**TASK DESCRIPTION**: Set the data down exactly as it stands, and keep its pictures out.

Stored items
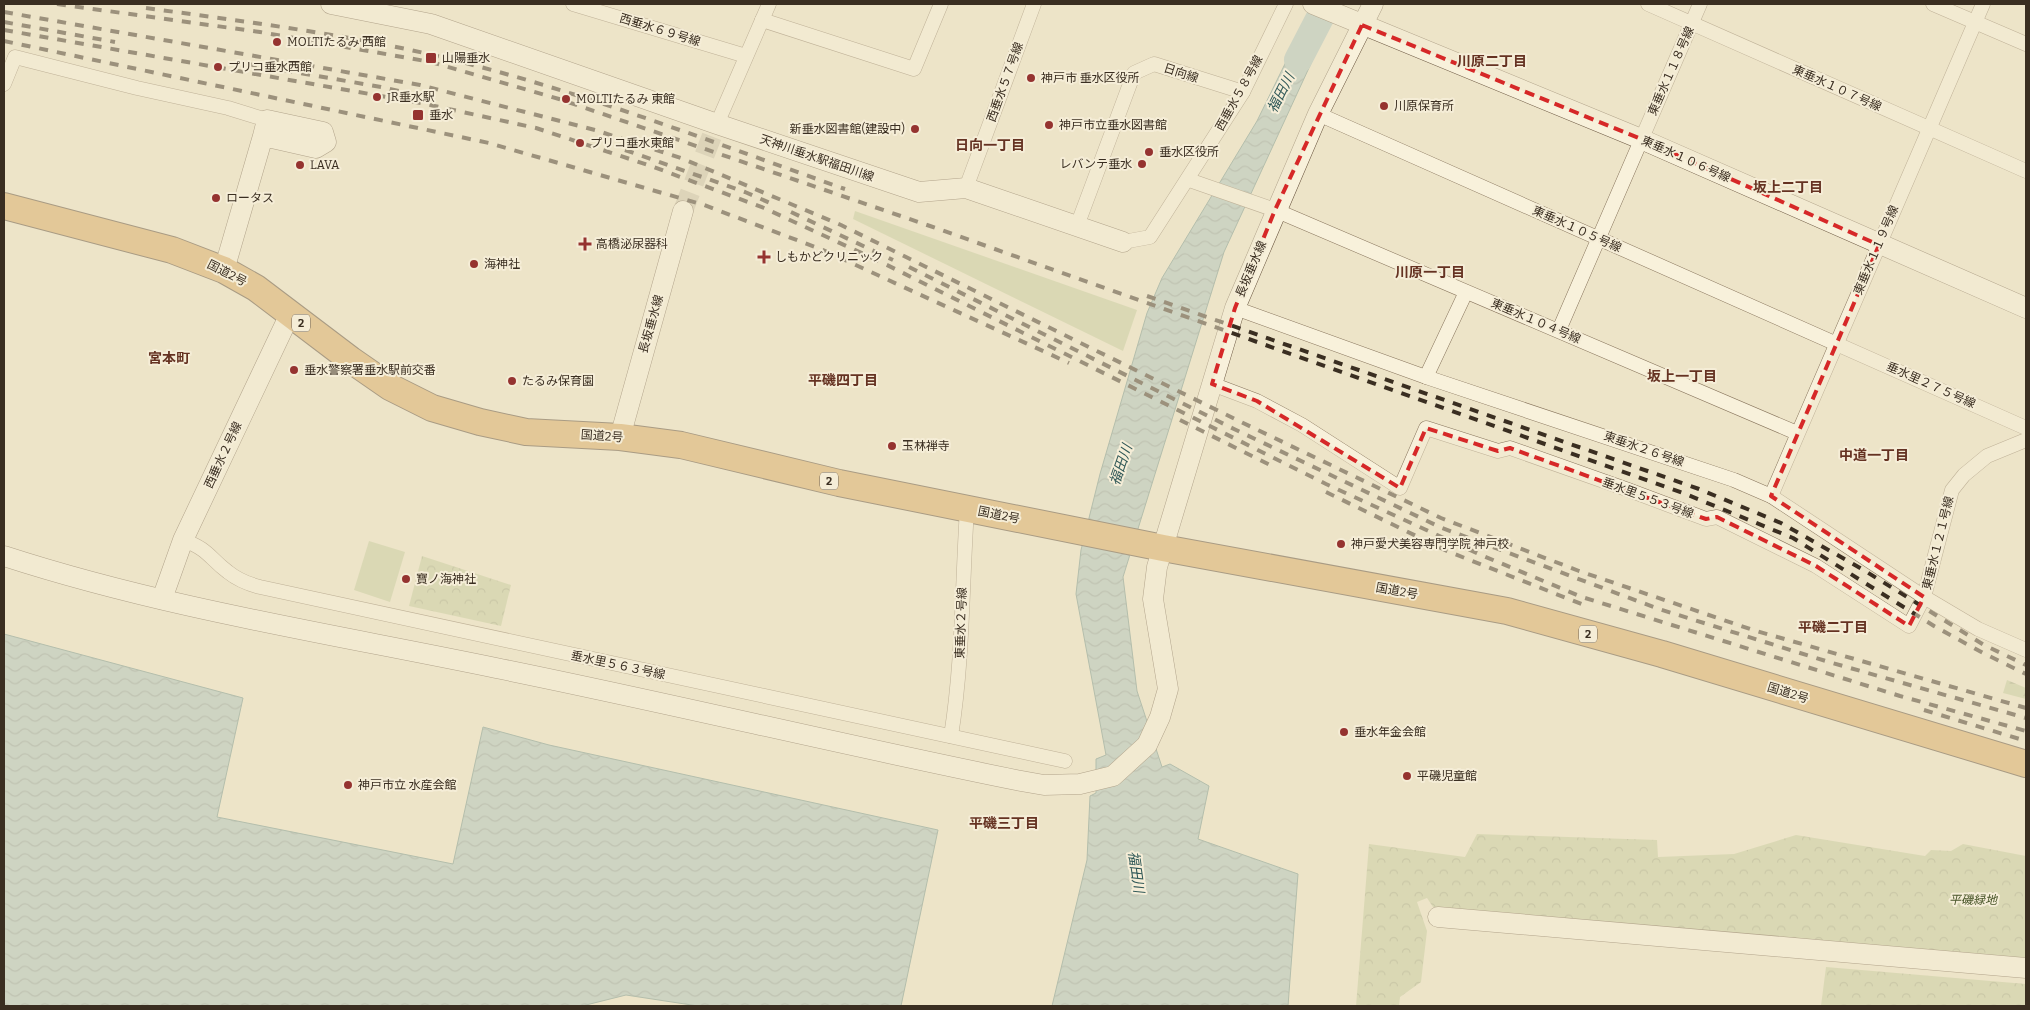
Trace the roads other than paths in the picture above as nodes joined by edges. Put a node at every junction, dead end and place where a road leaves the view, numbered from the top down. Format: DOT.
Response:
graph roads {
  1 [pos="332,4"];
  2 [pos="573,4"];
  3 [pos="769,4"];
  4 [pos="941,4"];
  5 [pos="1286,4"];
  6 [pos="1313,4"];
  7 [pos="1373,4"];
  8 [pos="1648,4"];
  9 [pos="1700,4"];
  10 [pos="1933,4"];
  11 [pos="1983,4"];
  12 [pos="1032,8"];
  13 [pos="762,20"];
  14 [pos="1975,22"];
  15 [pos="1692,23"];
  16 [pos="1362,25"];
  17 [pos="2026,44"];
  18 [pos="746,56"];
  19 [pos="4,84"];
  20 [pos="1243,92"];
  21 [pos="1318,114"];
  22 [pos="265,128"];
  23 [pos="715,129"];
  24 [pos="1929,129"];
  25 [pos="1641,139"];
  26 [pos="2026,171"];
  27 [pos="1189,180"];
  28 [pos="966,188"];
  29 [pos="4,206"];
  30 [pos="1268,207"];
  31 [pos="683,211"];
  32 [pos="1077,226"];
  33 [pos="1598,238"];
  34 [pos="1123,242"];
  35 [pos="1878,245"];
  36 [pos="224,270"];
  37 [pos="1466,292"];
  38 [pos="1235,308"];
  39 [pos="2026,308"];
  40 [pos="290,314"];
  41 [pos="1559,330"];
  42 [pos="1836,343"];
  43 [pos="1426,377"];
  44 [pos="1212,384"];
  45 [pos="2026,428"];
  46 [pos="1797,433"];
  47 [pos="620,437"];
  48 [pos="2026,440"];
  49 [pos="1772,496"];
  50 [pos="967,509"];
  51 [pos="183,540"];
  52 [pos="1152,546"];
  53 [pos="4,556"];
  54 [pos="1924,597"];
  55 [pos="162,599"];
  56 [pos="1909,626"];
  57 [pos="2026,650"];
  58 [pos="951,736"];
  59 [pos="1065,761"];
  60 [pos="2026,764"];
  61 [pos="1438,917"];
  62 [pos="2026,968"];
  1 -- 23 [label="street, 天神川垂水駅福田川線"];
  2 -- 18 [label="street, 西垂水６９号線"];
  3 -- 13 [label="street"];
  4 -- 13 [label="street"];
  5 -- 20 [label="street, 西垂水５８号線"];
  6 -- 16 [label="street, 東垂水１０６号線"];
  7 -- 16 [label="street, 長坂垂水線"];
  8 -- 15 [label="street, 東垂水１０７号線"];
  9 -- 15 [label="street, 東垂水１１８号線"];
  10 -- 14 [label="street"];
  11 -- 14 [label="street, 東垂水１１９号線"];
  12 -- 28 [label="street, 西垂水５７号線"];
  13 -- 18 [label="street"];
  14 -- 17 [label="street"];
  14 -- 24 [label="street, 東垂水１１９号線"];
  15 -- 24 [label="street, 東垂水１０７号線"];
  15 -- 25 [label="street, 東垂水１１８号線"];
  16 -- 21 [label="street, 長坂垂水線"];
  16 -- 25 [label="street, 東垂水１０６号線"];
  18 -- 23 [label="street"];
  19 -- 22 [label="street"];
  20 -- 27 [label="street, 西垂水５８号線"];
  20 -- 32 [label="street, 日向線"];
  21 -- 30 [label="street, 長坂垂水線"];
  21 -- 33 [label="street, 東垂水１０５号線"];
  22 -- 36 [label="street"];
  23 -- 28 [label="street, 天神川垂水駅福田川線"];
  24 -- 26 [label="street, 東垂水１０７号線"];
  24 -- 35 [label="street, 東垂水１１９号線"];
  25 -- 33 [label="street, 東垂水１１８号線"];
  25 -- 35 [label="street, 東垂水１０６号線"];
  27 -- 30 [label="street"];
  27 -- 34 [label="street, 天神川垂水駅福田川線"];
  28 -- 32 [label="street, 天神川垂水駅福田川線"];
  29 -- 36 [label="highway, 国道2号 / 2"];
  30 -- 37 [label="street, 東垂水１０４号線"];
  30 -- 38 [label="street, 長坂垂水線"];
  31 -- 47 [label="street, 長坂垂水線"];
  32 -- 34 [label="street, 天神川垂水駅福田川線"];
  33 -- 41 [label="street, 東垂水１１８号線"];
  33 -- 42 [label="street, 東垂水１０５号線"];
  35 -- 39 [label="street, 東垂水１０６号線"];
  35 -- 42 [label="street, 東垂水１１９号線"];
  36 -- 40 [label="highway, 国道2号 / 2"];
  37 -- 41 [label="street, 東垂水１０４号線"];
  37 -- 43 [label="street"];
  38 -- 43 [label="street, 東垂水２６号線"];
  38 -- 44 [label="street, 長坂垂水線"];
  40 -- 47 [label="highway, 国道2号 / 2"];
  40 -- 51 [label="street, 西垂水２号線"];
  41 -- 46 [label="street, 東垂水１０４号線"];
  42 -- 45 [label="street, 垂水里２７５号線"];
  42 -- 46 [label="street, 東垂水１１９号線"];
  43 -- 49 [label="street, 東垂水２６号線"];
  44 -- 52 [label="street, 長坂垂水線"];
  44 -- 56 [label="street, 垂水里５５３号線"];
  46 -- 49 [label="street, 東垂水１１９号線"];
  47 -- 50 [label="highway, 国道2号 / 2"];
  48 -- 54 [label="street, 東垂水１２１号線"];
  49 -- 54 [label="street, 東垂水２６号線"];
  50 -- 52 [label="highway, 国道2号 / 2"];
  50 -- 58 [label="street, 東垂水２号線"];
  51 -- 55 [label="street, 西垂水２号線"];
  51 -- 58 [label="street, 垂水里５６３号線"];
  52 -- 55 [label="street, 長坂垂水線"];
  52 -- 60 [label="highway, 国道2号 / 2"];
  53 -- 55 [label="street, 長坂垂水線"];
  54 -- 56 [label="street, 東垂水１２１号線"];
  54 -- 57 [label="street, 東垂水２６号線"];
  58 -- 59 [label="street, 垂水里５６３号線"];
  61 -- 62 [label="street"];
}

**SOLUTION TO THIS PROBLEM**:
Trace the roads other than paths in the picture above as nodes joined by edges. Put a node at every junction, dead end and place where a road leaves the view, numbered from the top down. Format: DOT.
Response:
graph roads {
  1 [pos="332,4"];
  2 [pos="573,4"];
  3 [pos="769,4"];
  4 [pos="941,4"];
  5 [pos="1286,4"];
  6 [pos="1313,4"];
  7 [pos="1373,4"];
  8 [pos="1648,4"];
  9 [pos="1700,4"];
  10 [pos="1933,4"];
  11 [pos="1983,4"];
  12 [pos="1032,8"];
  13 [pos="762,20"];
  14 [pos="1975,22"];
  15 [pos="1692,23"];
  16 [pos="1362,25"];
  17 [pos="2026,44"];
  18 [pos="746,56"];
  19 [pos="4,84"];
  20 [pos="1243,92"];
  21 [pos="1318,114"];
  22 [pos="265,128"];
  23 [pos="715,129"];
  24 [pos="1929,129"];
  25 [pos="1641,139"];
  26 [pos="2026,171"];
  27 [pos="1189,180"];
  28 [pos="966,188"];
  29 [pos="4,206"];
  30 [pos="1268,207"];
  31 [pos="683,211"];
  32 [pos="1077,226"];
  33 [pos="1598,238"];
  34 [pos="1123,242"];
  35 [pos="1878,245"];
  36 [pos="224,270"];
  37 [pos="1466,292"];
  38 [pos="1235,308"];
  39 [pos="2026,308"];
  40 [pos="290,314"];
  41 [pos="1559,330"];
  42 [pos="1836,343"];
  43 [pos="1426,377"];
  44 [pos="1212,384"];
  45 [pos="2026,428"];
  46 [pos="1797,433"];
  47 [pos="620,437"];
  48 [pos="2026,440"];
  49 [pos="1772,496"];
  50 [pos="967,509"];
  51 [pos="183,540"];
  52 [pos="1152,546"];
  53 [pos="4,556"];
  54 [pos="1924,597"];
  55 [pos="162,599"];
  56 [pos="1909,626"];
  57 [pos="2026,650"];
  58 [pos="951,736"];
  59 [pos="1065,761"];
  60 [pos="2026,764"];
  61 [pos="1438,917"];
  62 [pos="2026,968"];
  1 -- 23 [label="street, 天神川垂水駅福田川線"];
  2 -- 18 [label="street, 西垂水６９号線"];
  3 -- 13 [label="street"];
  4 -- 13 [label="street"];
  5 -- 20 [label="street, 西垂水５８号線"];
  6 -- 16 [label="street, 東垂水１０６号線"];
  7 -- 16 [label="street, 長坂垂水線"];
  8 -- 15 [label="street, 東垂水１０７号線"];
  9 -- 15 [label="street, 東垂水１１８号線"];
  10 -- 14 [label="street"];
  11 -- 14 [label="street, 東垂水１１９号線"];
  12 -- 28 [label="street, 西垂水５７号線"];
  13 -- 18 [label="street"];
  14 -- 17 [label="street"];
  14 -- 24 [label="street, 東垂水１１９号線"];
  15 -- 24 [label="street, 東垂水１０７号線"];
  15 -- 25 [label="street, 東垂水１１８号線"];
  16 -- 21 [label="street, 長坂垂水線"];
  16 -- 25 [label="street, 東垂水１０６号線"];
  18 -- 23 [label="street"];
  19 -- 22 [label="street"];
  20 -- 27 [label="street, 西垂水５８号線"];
  20 -- 32 [label="street, 日向線"];
  21 -- 30 [label="street, 長坂垂水線"];
  21 -- 33 [label="street, 東垂水１０５号線"];
  22 -- 36 [label="street"];
  23 -- 28 [label="street, 天神川垂水駅福田川線"];
  24 -- 26 [label="street, 東垂水１０７号線"];
  24 -- 35 [label="street, 東垂水１１９号線"];
  25 -- 33 [label="street, 東垂水１１８号線"];
  25 -- 35 [label="street, 東垂水１０６号線"];
  27 -- 30 [label="street"];
  27 -- 34 [label="street, 天神川垂水駅福田川線"];
  28 -- 32 [label="street, 天神川垂水駅福田川線"];
  29 -- 36 [label="highway, 国道2号 / 2"];
  30 -- 37 [label="street, 東垂水１０４号線"];
  30 -- 38 [label="street, 長坂垂水線"];
  31 -- 47 [label="street, 長坂垂水線"];
  32 -- 34 [label="street, 天神川垂水駅福田川線"];
  33 -- 41 [label="street, 東垂水１１８号線"];
  33 -- 42 [label="street, 東垂水１０５号線"];
  35 -- 39 [label="street, 東垂水１０６号線"];
  35 -- 42 [label="street, 東垂水１１９号線"];
  36 -- 40 [label="highway, 国道2号 / 2"];
  37 -- 41 [label="street, 東垂水１０４号線"];
  37 -- 43 [label="street"];
  38 -- 43 [label="street, 東垂水２６号線"];
  38 -- 44 [label="street, 長坂垂水線"];
  40 -- 47 [label="highway, 国道2号 / 2"];
  40 -- 51 [label="street, 西垂水２号線"];
  41 -- 46 [label="street, 東垂水１０４号線"];
  42 -- 45 [label="street, 垂水里２７５号線"];
  42 -- 46 [label="street, 東垂水１１９号線"];
  43 -- 49 [label="street, 東垂水２６号線"];
  44 -- 52 [label="street, 長坂垂水線"];
  44 -- 56 [label="street, 垂水里５５３号線"];
  46 -- 49 [label="street, 東垂水１１９号線"];
  47 -- 50 [label="highway, 国道2号 / 2"];
  48 -- 54 [label="street, 東垂水１２１号線"];
  49 -- 54 [label="street, 東垂水２６号線"];
  50 -- 52 [label="highway, 国道2号 / 2"];
  50 -- 58 [label="street, 東垂水２号線"];
  51 -- 55 [label="street, 西垂水２号線"];
  51 -- 58 [label="street, 垂水里５６３号線"];
  52 -- 55 [label="street, 長坂垂水線"];
  52 -- 60 [label="highway, 国道2号 / 2"];
  53 -- 55 [label="street, 長坂垂水線"];
  54 -- 56 [label="street, 東垂水１２１号線"];
  54 -- 57 [label="street, 東垂水２６号線"];
  58 -- 59 [label="street, 垂水里５６３号線"];
  61 -- 62 [label="street"];
}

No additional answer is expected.